Pierce's Sterling Express stores are meant to provide fresh, affordable food to low-income areas of the city, where 58 percent of the residents do not drive. According to Pierce, such access is an important part of the recovery process for neighborhoods still suffering aftereffects of the storm.
"We can't look at this through rose-colored glasses," the actor and entrepreneur said. "Because it's a tale of two cities right now. The city is thriving, but there's still large portions of your working class and poor communities that do not have their infrastructure coming back to the level it should be six and a half years after the disaster."
Pierce and his business partner -- his childhood friend Troy Henry -- hope to make a difference, as well as make money. “I'm an actor first, but this is a business," said Pierce. "This is American capitalism.
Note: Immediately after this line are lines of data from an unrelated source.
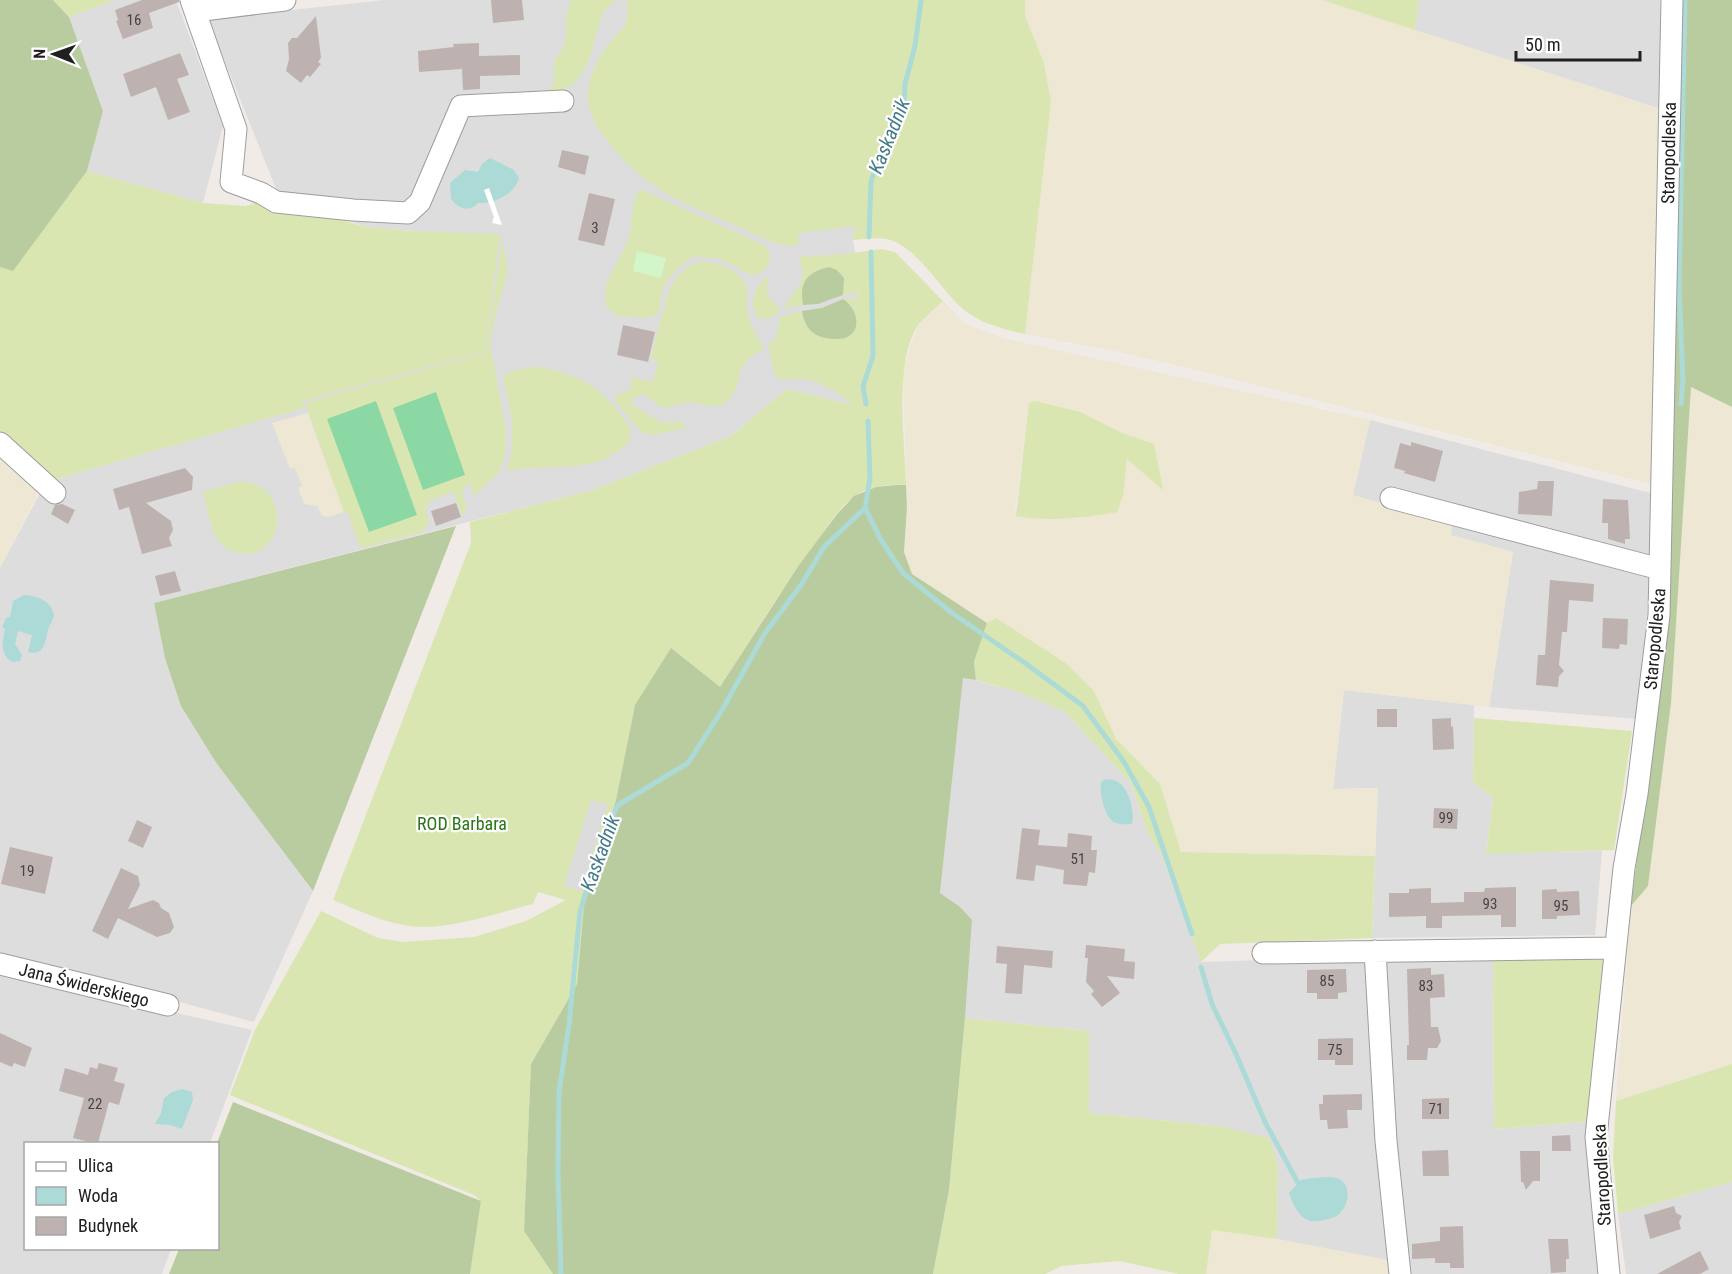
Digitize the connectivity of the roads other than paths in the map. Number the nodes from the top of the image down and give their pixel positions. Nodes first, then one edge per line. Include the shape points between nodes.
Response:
1 (285, 0) edge
2 (1672, 0) edge
3 (193, 6) edge
4 (563, 101) dead end
5 (0, 443) edge
6 (55, 493) dead end
7 (1391, 498) dead end
8 (1660, 569) junction
9 (1614, 948) junction
10 (1375, 951) junction
11 (1263, 953) dead end
12 (0, 964) edge
13 (168, 1005) dead end
14 (1400, 1274) edge
15 (1609, 1274) edge

1 - 3 street
2 - 8 street, Staropodleska
3 - 4 street via 236,129 231,182 276,202 408,213 420,202 461,106
5 - 6 street
7 - 8 street
8 - 9 street, Staropodleska via 1659,615
9 - 10 street
9 - 15 street, Staropodleska via 1596,1137
10 - 11 street
10 - 14 street via 1386,1141
12 - 13 street, Jana Świderskiego

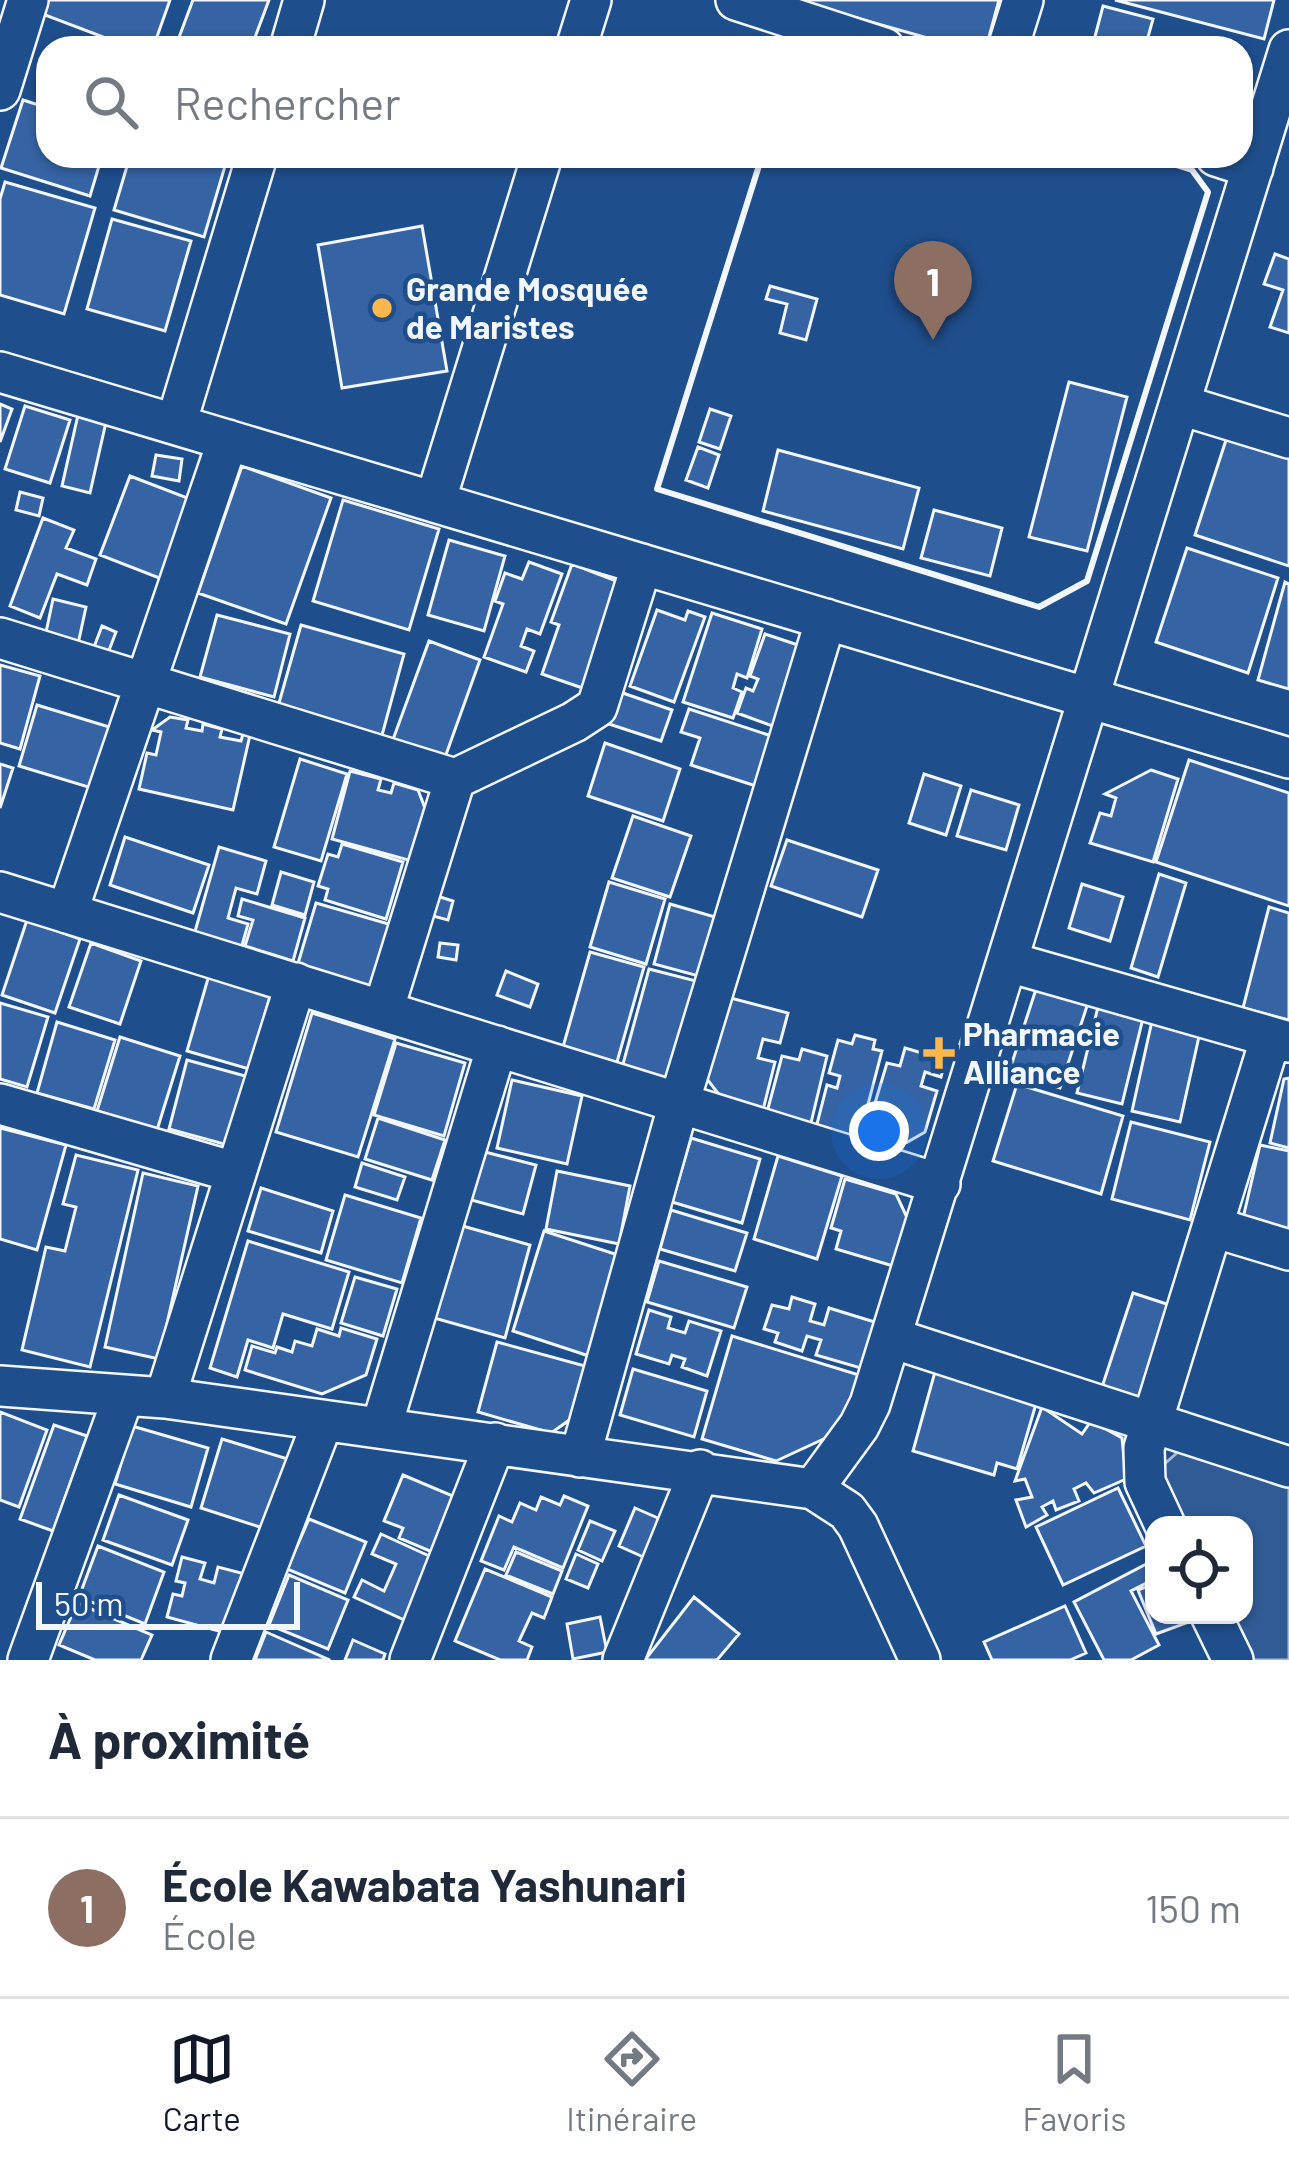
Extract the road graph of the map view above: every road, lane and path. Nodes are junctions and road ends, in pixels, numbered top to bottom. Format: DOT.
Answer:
graph roads {
  1 [pos="28,0"];
  2 [pos="304,0"];
  3 [pos="591,0"];
  4 [pos="736,0"];
  5 [pos="1022,0"];
  6 [pos="294,36"];
  7 [pos="580,36"];
  8 [pos="847,36"];
  9 [pos="1012,36"];
  10 [pos="1289,50"];
  11 [pos="4,65"];
  12 [pos="1253,123"];
  13 [pos="253,168"];
  14 [pos="538,168"];
  15 [pos="1233,168"];
  16 [pos="0,372"];
  17 [pos="1181,405"];
  18 [pos="176,424"];
  19 [pos="1289,438"];
  20 [pos="228,440"];
  21 [pos="435,502"];
  22 [pos="642,564"];
  23 [pos="826,619"];
  24 [pos="0,638"];
  25 [pos="145,683"];
  26 [pos="1091,699"];
  27 [pos="1289,758"];
  28 [pos="455,779"];
  29 [pos="0,892"];
  30 [pos="67,913"];
  31 [pos="1009,962"];
  32 [pos="296,983"];
  33 [pos="383,1011"];
  34 [pos="1280,1040"];
  35 [pos="497,1046"];
  36 [pos="679,1103"];
  37 [pos="0,1104"];
  38 [pos="233,1172"];
  39 [pos="940,1184"];
  40 [pos="1213,1227"];
  41 [pos="1289,1250"];
  42 [pos="892,1338"];
  43 [pos="0,1387"];
  44 [pos="124,1395"];
  45 [pos="165,1399"];
  46 [pos="323,1421"];
  47 [pos="1153,1424"];
  48 [pos="381,1428"];
  49 [pos="495,1443"];
  50 [pos="580,1457"];
  51 [pos="1289,1467"];
  52 [pos="700,1470"];
  53 [pos="813,1489"];
  54 [pos="1161,1516"];
  55 [pos="1216,1624"];
  56 [pos="19,1653"];
  57 [pos="231,1660"];
  58 [pos="410,1660"];
  59 [pos="623,1660"];
  60 [pos="920,1660"];
  61 [pos="1234,1660"];
  1 -- 11 [label="street"];
  2 -- 6 [label="street"];
  3 -- 7 [label="street"];
  4 -- 8 [label="street"];
  5 -- 9 [label="street"];
  10 -- 12 [label="street"];
  13 -- 18 [label="street"];
  14 -- 21 [label="street"];
  15 -- 17 [label="street"];
  16 -- 18 [label="street"];
  17 -- 19 [label="street"];
  17 -- 26 [label="street"];
  18 -- 20 [label="street"];
  20 -- 21 [label="street"];
  20 -- 25 [label="street"];
  21 -- 22 [label="street"];
  22 -- 23 [label="street"];
  22 -- 28 [label="street"];
  23 -- 26 [label="street"];
  23 -- 36 [label="street"];
  24 -- 25 [label="street"];
  25 -- 28 [label="street"];
  25 -- 30 [label="street"];
  26 -- 27 [label="street"];
  26 -- 31 [label="street"];
  28 -- 33 [label="street"];
  29 -- 30 [label="street"];
  30 -- 32 [label="street"];
  31 -- 34 [label="street"];
  31 -- 39 [label="street"];
  32 -- 33 [label="street"];
  32 -- 38 [label="street"];
  33 -- 35 [label="street"];
  34 -- 40 [label="street"];
  35 -- 36 [label="street"];
  35 -- 48 [label="street"];
  36 -- 39 [label="street"];
  36 -- 50 [label="street"];
  37 -- 38 [label="street"];
  38 -- 45 [label="street"];
  39 -- 42 [label="street"];
  40 -- 41 [label="street"];
  40 -- 47 [label="street"];
  42 -- 47 [label="street"];
  42 -- 53 [label="street"];
  43 -- 44 [label="street"];
  44 -- 45 [label="street"];
  44 -- 56 [label="street"];
  45 -- 46 [label="street"];
  46 -- 48 [label="street"];
  46 -- 57 [label="street"];
  47 -- 51 [label="street"];
  47 -- 54 [label="street"];
  48 -- 49 [label="street"];
  49 -- 50 [label="street"];
  49 -- 58 [label="street"];
  50 -- 52 [label="street"];
  52 -- 53 [label="street"];
  52 -- 59 [label="street"];
  53 -- 60 [label="street"];
  55 -- 61 [label="street"];
}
American industry, you know? I think there's an opportunity to do well and do good."
A recent New York Times report cited two new studies that show worries about food deserts may be overstated. Some low-income neighborhoods feature more fast food restaurants, c-stores, restaurants and grocery stores than more affluent ones, the report noted, and the studies showed there is no relationship between the type of food being sold in a neighborhood and the level of obesity among its children and adolescents.
When it comes to Pierce's stores, though, he's focused on providing more options. "We want it to be healthy; we want it to be a variety of choices," said Pierce.
Along with the new c-stores, Pierce has plans to open two Sterling Farms supermarkets later this year.